• [Source material]:
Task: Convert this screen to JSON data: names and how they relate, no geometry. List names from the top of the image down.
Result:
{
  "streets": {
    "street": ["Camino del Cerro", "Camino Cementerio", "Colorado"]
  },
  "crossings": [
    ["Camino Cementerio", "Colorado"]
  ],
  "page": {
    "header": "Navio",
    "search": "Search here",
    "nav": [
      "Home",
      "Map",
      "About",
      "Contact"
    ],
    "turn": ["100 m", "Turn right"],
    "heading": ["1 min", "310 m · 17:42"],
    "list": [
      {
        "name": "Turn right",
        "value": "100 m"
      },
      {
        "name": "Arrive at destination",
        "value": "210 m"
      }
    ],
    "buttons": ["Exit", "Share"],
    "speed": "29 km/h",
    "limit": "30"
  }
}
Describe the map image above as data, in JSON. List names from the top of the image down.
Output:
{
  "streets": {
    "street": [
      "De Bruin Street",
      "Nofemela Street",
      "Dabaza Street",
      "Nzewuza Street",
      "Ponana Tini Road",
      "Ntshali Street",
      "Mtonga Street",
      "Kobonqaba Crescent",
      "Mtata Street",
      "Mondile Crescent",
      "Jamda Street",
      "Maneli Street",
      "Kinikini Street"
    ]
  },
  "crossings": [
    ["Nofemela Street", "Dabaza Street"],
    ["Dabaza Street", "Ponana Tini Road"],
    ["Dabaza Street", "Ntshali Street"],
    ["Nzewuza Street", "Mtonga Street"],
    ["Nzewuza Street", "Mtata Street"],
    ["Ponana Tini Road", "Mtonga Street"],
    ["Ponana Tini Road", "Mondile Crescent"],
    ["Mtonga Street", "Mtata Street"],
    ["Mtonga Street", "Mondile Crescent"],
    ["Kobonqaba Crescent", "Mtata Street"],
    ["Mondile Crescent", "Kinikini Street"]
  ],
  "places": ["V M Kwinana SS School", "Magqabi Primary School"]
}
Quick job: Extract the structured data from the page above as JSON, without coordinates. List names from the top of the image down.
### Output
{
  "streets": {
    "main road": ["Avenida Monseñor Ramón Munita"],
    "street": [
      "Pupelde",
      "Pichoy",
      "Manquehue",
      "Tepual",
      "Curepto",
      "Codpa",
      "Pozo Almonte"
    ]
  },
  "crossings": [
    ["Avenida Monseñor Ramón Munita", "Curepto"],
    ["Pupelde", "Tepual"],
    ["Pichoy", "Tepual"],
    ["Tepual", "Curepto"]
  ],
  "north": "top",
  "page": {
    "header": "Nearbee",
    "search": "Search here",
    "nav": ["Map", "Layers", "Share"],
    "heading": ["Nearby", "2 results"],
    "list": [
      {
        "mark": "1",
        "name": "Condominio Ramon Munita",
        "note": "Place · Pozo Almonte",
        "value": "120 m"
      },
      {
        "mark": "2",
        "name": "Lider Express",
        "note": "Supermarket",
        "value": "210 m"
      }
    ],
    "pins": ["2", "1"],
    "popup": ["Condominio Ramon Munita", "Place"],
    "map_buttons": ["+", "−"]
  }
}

• [Exercise brief]: Search the material above for "Mtata". Copy each line that has it.

• [Output for this task]:
      "Mtata Street",
    ["Nzewuza Street", "Mtata Street"],
    ["Mtonga Street", "Mtata Street"],
    ["Kobonqaba Crescent", "Mtata Street"],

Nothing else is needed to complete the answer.